[TASK DIRECTIONS] Please state how many lines of the data contain "image". The number by itself is enough.

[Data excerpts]
■ ■ ■ ■

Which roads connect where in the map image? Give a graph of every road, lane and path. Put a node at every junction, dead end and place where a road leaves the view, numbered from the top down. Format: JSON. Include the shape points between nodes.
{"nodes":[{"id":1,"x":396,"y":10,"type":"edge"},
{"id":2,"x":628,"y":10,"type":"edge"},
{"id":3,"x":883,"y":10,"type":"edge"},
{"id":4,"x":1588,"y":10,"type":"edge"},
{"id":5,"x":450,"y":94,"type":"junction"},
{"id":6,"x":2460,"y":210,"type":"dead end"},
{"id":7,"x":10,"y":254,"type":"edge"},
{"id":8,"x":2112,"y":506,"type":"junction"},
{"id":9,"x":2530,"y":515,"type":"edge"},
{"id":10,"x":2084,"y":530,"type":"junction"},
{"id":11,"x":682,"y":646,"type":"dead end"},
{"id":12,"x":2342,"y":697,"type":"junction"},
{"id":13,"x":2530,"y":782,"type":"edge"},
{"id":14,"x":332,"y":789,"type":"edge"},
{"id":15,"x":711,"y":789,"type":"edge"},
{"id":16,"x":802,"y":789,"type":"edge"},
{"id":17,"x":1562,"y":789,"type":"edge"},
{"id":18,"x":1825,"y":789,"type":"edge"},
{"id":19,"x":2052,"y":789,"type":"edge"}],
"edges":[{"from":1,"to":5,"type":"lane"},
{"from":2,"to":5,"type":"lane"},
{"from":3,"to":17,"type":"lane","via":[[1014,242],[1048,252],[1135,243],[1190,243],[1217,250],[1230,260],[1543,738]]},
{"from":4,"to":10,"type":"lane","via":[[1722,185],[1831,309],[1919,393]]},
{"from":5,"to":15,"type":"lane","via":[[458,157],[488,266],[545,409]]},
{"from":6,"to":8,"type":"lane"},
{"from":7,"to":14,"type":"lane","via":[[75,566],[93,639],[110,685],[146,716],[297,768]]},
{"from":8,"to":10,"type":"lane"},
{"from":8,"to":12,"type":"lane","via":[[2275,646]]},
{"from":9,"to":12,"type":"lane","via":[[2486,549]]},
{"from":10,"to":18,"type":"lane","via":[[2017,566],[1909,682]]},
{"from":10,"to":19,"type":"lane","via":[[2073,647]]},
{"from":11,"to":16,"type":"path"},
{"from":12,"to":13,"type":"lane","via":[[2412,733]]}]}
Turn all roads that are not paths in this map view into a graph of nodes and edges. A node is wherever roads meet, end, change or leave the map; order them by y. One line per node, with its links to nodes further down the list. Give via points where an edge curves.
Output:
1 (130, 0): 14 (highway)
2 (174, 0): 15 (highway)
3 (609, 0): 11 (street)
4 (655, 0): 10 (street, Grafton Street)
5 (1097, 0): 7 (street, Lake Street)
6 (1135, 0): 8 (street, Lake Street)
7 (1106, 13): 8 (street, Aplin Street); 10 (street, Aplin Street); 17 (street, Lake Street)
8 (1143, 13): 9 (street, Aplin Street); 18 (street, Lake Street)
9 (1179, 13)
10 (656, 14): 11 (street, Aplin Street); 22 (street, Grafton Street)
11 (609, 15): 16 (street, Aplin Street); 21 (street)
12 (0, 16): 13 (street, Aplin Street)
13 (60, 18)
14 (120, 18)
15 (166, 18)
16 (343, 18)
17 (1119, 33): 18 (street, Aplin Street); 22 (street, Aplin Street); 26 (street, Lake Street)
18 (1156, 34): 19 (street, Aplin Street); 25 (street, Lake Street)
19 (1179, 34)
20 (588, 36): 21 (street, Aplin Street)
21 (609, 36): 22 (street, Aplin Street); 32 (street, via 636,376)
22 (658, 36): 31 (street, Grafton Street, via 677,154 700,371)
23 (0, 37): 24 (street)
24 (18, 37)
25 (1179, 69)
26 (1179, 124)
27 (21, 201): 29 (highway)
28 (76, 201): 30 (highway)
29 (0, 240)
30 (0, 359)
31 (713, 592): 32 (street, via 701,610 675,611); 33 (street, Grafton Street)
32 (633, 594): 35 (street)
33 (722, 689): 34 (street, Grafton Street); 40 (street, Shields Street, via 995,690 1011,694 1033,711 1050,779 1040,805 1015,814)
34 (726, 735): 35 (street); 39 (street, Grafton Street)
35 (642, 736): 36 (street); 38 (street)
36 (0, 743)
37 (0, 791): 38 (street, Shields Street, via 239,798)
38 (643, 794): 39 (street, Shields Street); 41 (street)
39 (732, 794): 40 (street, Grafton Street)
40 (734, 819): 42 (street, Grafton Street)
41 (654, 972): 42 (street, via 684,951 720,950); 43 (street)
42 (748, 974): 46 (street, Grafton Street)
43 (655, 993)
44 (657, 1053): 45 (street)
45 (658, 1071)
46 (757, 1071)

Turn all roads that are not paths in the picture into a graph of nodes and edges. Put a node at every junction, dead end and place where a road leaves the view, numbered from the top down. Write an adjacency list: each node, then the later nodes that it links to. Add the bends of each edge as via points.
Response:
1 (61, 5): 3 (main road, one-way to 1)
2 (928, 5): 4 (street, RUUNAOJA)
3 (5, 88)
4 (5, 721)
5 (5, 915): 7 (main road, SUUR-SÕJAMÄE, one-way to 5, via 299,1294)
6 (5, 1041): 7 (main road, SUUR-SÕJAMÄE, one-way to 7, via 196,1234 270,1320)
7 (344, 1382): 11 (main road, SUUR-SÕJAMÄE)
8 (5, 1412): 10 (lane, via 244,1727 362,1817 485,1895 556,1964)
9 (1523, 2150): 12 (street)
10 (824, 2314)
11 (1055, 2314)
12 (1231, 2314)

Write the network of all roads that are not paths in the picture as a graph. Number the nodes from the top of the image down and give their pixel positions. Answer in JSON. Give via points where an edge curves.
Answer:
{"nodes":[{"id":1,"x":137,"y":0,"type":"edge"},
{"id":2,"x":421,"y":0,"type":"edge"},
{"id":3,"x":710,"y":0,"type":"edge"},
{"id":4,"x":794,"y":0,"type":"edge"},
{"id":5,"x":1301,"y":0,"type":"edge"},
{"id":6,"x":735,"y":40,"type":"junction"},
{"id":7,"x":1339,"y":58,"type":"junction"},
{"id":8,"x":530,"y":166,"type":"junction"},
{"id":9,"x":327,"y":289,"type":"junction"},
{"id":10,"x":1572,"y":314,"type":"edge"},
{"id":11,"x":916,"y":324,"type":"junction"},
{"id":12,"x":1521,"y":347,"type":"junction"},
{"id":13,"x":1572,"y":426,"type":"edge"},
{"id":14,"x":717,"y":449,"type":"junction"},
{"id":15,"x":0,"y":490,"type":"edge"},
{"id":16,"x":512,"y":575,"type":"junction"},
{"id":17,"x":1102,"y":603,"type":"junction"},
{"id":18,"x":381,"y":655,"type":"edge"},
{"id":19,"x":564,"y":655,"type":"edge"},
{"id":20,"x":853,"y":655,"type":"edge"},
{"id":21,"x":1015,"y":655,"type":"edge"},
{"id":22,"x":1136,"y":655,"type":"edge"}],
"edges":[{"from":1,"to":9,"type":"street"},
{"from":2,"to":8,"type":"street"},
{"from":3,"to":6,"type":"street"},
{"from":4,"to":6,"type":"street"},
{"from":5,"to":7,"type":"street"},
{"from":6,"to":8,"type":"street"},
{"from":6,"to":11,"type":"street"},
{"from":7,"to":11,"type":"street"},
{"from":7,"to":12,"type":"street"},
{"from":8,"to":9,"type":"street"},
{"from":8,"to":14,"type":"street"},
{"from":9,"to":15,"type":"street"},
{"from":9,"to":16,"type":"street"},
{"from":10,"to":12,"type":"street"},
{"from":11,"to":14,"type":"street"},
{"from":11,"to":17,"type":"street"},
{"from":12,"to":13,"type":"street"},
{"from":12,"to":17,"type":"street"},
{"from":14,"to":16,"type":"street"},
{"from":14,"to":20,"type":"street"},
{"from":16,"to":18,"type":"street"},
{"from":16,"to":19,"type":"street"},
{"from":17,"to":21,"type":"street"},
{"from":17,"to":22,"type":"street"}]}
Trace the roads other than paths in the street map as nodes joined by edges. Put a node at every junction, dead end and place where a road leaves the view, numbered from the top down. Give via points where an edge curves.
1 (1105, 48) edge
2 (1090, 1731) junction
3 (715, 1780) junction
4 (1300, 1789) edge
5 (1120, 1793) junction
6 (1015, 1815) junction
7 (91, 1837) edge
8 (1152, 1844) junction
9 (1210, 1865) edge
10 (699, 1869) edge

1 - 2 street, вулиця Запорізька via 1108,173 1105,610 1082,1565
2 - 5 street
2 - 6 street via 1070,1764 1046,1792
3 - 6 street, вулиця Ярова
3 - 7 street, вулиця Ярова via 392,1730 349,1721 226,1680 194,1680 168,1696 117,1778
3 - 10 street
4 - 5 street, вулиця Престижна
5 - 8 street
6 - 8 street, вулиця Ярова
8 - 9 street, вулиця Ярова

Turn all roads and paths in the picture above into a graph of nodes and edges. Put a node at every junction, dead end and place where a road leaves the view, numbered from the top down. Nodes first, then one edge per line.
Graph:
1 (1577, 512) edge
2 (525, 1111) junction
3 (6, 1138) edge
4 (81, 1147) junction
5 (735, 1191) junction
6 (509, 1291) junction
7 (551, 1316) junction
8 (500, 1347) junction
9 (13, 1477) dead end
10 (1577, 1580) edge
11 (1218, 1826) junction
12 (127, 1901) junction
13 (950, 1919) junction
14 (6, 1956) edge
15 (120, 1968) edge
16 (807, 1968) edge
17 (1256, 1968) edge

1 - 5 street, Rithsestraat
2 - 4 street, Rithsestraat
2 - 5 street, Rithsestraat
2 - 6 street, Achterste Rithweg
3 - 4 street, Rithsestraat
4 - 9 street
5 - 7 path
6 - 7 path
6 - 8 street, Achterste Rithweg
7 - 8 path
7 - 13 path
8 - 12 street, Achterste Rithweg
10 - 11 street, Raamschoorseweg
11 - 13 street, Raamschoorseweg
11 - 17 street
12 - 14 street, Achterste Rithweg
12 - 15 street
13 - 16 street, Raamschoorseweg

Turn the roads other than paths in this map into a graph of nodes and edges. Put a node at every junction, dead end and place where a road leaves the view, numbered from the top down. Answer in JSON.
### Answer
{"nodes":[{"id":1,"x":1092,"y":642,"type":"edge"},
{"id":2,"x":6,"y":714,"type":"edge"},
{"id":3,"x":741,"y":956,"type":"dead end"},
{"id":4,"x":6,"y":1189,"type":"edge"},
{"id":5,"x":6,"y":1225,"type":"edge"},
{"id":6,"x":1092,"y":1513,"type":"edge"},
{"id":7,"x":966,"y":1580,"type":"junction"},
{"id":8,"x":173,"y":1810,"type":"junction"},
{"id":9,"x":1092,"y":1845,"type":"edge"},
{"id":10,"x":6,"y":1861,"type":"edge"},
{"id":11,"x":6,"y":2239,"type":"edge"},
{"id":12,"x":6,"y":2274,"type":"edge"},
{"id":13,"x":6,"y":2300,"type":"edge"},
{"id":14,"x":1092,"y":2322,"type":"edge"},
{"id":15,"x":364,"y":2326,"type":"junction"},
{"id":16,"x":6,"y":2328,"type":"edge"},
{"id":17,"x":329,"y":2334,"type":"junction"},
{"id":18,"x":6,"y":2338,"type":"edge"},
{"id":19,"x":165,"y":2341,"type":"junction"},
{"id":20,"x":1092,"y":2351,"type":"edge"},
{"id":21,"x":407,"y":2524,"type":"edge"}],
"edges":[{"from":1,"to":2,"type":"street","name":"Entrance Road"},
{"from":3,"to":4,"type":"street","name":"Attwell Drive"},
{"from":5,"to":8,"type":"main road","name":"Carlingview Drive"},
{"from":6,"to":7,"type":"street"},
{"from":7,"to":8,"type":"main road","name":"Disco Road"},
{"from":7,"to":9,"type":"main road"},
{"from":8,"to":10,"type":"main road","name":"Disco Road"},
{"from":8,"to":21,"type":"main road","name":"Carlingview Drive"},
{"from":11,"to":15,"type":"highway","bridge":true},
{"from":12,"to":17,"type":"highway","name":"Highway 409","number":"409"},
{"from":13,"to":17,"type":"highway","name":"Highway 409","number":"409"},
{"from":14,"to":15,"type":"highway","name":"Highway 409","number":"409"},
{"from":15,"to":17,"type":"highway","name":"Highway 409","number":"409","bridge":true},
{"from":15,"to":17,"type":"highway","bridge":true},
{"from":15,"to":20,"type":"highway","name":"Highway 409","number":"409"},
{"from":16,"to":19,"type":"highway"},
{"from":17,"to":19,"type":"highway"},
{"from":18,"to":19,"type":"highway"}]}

■ ■ ■ ■

[EXPECTED ANSWER] 2